Pain for India’s $350 billion state bonds is good, say investors2 min read . Updated: 15 Jun 2018, 01:19 PM IST
RBI said bonds sold by Indian states will be valued at market prices, discarding a long-standing rule that mandated adding a 25-basis point mark up over a sovereign bond with the same tenor
Mumbai: Global fund managers are applauding a move by India to deregulate the prices of bonds sold by the country’s states, which could spur overseas interest in the $350 billion market even if there are short-term losses.
The liberalization will allow for a greater differentiation among the states, which have widely varying levels of growth, debt and wealth, say overseas investors including Aberdeen Asset Management Asia Ltd.
Securities sold by the nation’s 29 states will be valued at market prices, the Reserve Bank of India (RBI) said at its policy meeting last week, discarding a long-standing rule that mandated adding a 25-basis point mark up over a sovereign bond with the same tenor.
While foreigners bought $23 billion of federal bonds in 2017, the highest in three years, they have been wary of provincial notes because of inadequate data on the health of their public finances.
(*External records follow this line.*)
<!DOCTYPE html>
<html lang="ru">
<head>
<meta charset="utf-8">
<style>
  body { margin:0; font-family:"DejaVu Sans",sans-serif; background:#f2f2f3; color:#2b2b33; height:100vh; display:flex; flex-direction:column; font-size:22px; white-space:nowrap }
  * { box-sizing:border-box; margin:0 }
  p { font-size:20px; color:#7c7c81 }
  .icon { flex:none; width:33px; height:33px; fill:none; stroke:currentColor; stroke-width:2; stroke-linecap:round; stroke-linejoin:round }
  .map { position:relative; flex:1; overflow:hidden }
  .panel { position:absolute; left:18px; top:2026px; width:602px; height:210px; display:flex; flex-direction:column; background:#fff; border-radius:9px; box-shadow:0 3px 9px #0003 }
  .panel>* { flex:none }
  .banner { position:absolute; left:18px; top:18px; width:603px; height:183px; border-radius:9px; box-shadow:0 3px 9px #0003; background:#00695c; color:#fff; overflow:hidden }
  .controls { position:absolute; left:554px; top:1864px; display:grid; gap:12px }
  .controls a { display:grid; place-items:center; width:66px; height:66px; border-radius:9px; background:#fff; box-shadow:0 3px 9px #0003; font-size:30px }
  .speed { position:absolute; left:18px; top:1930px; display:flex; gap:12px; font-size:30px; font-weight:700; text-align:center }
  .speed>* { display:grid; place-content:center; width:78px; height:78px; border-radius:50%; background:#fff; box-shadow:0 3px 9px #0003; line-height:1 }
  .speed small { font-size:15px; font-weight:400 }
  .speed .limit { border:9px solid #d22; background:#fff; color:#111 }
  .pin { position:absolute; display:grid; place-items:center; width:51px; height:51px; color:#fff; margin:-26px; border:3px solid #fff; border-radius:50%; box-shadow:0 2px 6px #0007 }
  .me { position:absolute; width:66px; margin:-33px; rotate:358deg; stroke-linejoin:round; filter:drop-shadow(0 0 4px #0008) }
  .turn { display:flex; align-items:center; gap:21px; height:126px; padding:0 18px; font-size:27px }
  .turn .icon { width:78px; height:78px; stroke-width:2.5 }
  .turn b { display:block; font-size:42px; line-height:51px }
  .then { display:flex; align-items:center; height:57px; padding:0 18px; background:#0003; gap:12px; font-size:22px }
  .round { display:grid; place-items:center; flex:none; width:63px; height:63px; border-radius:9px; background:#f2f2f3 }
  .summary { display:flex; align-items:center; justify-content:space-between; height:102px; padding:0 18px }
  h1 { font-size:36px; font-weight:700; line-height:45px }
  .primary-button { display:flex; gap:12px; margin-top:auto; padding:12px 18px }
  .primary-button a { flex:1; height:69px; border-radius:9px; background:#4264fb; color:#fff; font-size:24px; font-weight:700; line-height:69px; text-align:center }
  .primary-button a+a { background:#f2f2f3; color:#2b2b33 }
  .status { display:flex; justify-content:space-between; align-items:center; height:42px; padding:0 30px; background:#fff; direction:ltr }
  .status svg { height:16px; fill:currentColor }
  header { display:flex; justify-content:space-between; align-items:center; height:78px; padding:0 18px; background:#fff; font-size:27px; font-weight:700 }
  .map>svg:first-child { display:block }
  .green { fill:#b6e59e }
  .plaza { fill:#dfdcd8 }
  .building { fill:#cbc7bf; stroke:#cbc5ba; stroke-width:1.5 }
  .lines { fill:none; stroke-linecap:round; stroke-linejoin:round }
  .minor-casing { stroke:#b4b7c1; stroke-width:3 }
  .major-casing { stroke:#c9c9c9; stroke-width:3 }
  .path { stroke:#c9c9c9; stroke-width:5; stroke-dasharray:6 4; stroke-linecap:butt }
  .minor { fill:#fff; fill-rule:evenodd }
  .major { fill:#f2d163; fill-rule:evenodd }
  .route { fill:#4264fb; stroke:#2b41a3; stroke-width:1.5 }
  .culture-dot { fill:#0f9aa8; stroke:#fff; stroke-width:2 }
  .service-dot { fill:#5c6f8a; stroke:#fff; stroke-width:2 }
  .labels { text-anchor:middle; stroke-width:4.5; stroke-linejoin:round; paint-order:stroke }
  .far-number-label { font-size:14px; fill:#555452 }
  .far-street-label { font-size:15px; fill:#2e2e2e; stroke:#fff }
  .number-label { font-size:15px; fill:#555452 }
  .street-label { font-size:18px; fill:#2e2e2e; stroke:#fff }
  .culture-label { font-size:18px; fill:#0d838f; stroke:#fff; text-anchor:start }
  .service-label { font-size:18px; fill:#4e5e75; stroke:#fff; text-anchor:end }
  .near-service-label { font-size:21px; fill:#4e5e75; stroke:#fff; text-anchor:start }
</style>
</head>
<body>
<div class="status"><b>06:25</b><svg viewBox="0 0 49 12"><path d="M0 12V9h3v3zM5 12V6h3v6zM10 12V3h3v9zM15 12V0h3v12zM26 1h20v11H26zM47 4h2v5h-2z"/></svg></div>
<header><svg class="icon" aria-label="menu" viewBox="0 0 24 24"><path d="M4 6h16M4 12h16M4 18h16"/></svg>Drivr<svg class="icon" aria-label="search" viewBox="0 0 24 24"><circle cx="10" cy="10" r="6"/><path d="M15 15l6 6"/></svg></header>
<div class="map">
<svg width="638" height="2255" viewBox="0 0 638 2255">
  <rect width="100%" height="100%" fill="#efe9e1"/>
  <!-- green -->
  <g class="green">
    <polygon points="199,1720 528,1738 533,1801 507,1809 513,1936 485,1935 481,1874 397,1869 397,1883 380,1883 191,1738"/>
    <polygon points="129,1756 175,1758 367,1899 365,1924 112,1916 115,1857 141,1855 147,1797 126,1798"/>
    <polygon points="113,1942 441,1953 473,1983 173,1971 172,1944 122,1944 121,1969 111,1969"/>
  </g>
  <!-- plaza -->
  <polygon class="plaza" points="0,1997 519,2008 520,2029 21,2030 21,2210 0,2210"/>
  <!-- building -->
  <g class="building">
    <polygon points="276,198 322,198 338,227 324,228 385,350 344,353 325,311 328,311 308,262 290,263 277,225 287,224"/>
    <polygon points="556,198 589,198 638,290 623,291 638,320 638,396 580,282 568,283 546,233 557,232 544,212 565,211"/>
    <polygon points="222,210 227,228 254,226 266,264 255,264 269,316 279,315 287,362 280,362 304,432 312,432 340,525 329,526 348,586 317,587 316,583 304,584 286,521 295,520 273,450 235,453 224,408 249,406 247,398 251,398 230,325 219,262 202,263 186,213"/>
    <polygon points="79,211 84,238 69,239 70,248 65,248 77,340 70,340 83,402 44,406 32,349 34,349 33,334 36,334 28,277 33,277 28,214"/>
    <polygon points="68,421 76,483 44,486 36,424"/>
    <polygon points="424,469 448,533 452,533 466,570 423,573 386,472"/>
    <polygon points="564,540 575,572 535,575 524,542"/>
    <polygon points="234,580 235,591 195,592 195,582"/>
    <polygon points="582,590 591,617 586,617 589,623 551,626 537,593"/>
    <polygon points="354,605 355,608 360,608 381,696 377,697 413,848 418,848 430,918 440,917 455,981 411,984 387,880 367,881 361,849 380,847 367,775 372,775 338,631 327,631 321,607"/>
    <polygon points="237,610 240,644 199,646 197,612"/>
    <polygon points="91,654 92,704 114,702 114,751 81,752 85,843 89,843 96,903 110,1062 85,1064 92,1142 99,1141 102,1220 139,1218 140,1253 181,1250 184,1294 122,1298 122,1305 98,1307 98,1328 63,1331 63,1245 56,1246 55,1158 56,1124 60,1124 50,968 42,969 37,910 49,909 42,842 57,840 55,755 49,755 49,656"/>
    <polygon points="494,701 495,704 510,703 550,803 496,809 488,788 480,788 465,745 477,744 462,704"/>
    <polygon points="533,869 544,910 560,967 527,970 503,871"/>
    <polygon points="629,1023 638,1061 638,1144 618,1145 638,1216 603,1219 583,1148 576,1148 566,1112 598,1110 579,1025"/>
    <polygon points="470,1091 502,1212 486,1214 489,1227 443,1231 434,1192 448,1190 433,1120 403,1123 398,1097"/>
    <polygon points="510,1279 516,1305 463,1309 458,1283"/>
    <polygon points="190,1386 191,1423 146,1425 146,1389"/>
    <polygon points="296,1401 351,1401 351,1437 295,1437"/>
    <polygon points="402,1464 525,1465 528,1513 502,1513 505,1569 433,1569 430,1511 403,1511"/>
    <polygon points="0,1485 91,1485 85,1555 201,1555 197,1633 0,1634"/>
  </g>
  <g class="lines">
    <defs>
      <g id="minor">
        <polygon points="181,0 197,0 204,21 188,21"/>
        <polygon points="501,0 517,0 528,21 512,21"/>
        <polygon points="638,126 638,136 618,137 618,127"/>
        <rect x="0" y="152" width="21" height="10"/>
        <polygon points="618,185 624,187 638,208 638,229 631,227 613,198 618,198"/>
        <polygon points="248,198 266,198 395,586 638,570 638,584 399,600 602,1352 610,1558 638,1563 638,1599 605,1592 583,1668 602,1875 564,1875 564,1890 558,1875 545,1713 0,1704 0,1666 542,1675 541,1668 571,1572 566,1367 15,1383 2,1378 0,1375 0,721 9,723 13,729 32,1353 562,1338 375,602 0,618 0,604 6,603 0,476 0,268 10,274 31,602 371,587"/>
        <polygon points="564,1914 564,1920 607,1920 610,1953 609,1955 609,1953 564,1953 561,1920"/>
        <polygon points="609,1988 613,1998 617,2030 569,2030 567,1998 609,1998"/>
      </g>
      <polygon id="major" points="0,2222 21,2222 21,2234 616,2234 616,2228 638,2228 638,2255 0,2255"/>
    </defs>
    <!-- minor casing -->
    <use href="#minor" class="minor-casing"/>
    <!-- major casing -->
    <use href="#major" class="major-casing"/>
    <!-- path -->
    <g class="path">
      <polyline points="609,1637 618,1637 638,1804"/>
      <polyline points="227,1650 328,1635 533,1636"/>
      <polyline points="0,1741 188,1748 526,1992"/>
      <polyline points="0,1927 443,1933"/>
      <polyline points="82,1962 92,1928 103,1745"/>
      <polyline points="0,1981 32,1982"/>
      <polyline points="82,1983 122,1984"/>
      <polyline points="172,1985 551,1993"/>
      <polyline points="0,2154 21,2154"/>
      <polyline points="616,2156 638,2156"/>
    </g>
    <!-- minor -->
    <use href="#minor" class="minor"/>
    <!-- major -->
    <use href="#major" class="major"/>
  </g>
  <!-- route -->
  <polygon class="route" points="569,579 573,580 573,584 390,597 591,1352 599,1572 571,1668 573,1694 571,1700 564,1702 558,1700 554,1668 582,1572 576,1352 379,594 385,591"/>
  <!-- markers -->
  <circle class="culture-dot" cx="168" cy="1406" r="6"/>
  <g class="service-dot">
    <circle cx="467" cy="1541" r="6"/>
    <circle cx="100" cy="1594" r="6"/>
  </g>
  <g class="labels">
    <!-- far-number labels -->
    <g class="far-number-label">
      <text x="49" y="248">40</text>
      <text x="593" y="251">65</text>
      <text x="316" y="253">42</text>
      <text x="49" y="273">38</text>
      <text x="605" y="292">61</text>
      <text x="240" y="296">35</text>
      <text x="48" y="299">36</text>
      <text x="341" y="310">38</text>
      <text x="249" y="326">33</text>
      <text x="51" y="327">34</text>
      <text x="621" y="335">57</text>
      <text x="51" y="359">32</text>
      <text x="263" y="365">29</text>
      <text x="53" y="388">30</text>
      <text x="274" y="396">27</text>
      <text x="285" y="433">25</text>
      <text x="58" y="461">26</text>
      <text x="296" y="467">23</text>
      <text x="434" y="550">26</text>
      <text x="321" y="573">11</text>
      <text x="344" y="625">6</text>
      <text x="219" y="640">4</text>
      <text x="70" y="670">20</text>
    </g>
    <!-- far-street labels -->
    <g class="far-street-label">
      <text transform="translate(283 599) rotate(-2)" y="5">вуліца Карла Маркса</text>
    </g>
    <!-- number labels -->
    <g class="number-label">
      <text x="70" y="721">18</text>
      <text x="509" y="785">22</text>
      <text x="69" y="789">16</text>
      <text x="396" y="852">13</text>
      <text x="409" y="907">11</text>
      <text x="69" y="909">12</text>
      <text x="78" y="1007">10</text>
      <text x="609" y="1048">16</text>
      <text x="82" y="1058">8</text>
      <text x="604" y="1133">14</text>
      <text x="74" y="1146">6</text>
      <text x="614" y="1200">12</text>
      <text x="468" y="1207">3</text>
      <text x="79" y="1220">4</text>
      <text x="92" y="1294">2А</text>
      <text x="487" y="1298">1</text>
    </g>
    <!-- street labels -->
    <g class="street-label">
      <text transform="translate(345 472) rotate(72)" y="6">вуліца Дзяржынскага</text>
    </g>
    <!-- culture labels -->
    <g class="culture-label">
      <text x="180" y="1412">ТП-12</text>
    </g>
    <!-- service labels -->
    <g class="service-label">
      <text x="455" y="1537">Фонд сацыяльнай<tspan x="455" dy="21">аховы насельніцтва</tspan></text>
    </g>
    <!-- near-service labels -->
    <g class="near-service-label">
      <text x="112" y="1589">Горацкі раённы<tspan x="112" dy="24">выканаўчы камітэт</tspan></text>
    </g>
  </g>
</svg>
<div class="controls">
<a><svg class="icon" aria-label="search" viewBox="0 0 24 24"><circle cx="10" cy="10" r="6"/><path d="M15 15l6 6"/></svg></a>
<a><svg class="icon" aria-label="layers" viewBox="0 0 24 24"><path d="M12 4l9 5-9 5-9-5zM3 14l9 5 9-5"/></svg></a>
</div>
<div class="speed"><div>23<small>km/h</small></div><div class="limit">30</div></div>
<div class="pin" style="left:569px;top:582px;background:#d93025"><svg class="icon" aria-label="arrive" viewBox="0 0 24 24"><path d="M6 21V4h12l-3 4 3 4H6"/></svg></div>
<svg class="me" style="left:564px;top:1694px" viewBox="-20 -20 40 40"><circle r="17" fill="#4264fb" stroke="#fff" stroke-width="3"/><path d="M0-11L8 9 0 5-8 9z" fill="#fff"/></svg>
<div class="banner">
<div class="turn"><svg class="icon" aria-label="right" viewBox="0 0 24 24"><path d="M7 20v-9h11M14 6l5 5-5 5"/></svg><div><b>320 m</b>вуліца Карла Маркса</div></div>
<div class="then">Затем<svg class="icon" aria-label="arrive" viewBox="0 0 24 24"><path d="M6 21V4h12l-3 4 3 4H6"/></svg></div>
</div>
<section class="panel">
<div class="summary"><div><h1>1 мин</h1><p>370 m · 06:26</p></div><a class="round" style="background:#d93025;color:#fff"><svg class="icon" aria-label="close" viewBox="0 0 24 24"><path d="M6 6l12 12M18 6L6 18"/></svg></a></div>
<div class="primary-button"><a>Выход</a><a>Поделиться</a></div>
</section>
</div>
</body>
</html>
Global funds have used just 12% of the Rs34,800-crore limit allotted to the securities, according to data compiled by the National Securities Depository Ltd.
“The move is positive in that the differentiation could lead to spreads that better reflect the underlying fundamentals," Stuart Ritson, Singapore-based head of Asian rates and foreign exchange at Aviva Investors, said in an interview. “And, over time, this has the potential to lead to greater fiscal discipline."
To nudge lenders to get their debt rated, the RBI set a lower margin requirement for rated state notes used as collateral for borrowing. Indian states have been large borrowers to fund farm loan waivers and pay for their staff, and the interest burden is set to push them to pile on more debt to plug budget deficits, according to HSBC Bank Plc.
They are due to sell up to Rs1.3 trillion of securities in the three months ending June, a 40% jump over the year-ago period. Several states were unable to sell debt at recent auctions as investors demanded higher yields.
The new valuation method, though, could be another pressure point for borrowers at a time when the benchmark yield is near a 3 1/2-year high. The reason: it dulls the appeal of state debt to investors seeking immediate trading profits and takes away from state-run lenders—the top holders of federal debt—an avenue to mask losses following a surge in yields.
“It has implications on demand for state bonds as it was a quick way to show treasury profits," said R. Sivakumar, head of fixed income at Axis Asset Management. “If the market was to fairly value such debt, we could see a reduction in demand."
Aviva and Aberdeen, both of whom have an exposure to local state debt, said they would adopt a wait-and-watch approach.
“Only when proper credit differentiation happens will it be more attractive for foreigners," said Lin Jing Leong, an investment manager at Aberdeen Standard Investments in Singapore.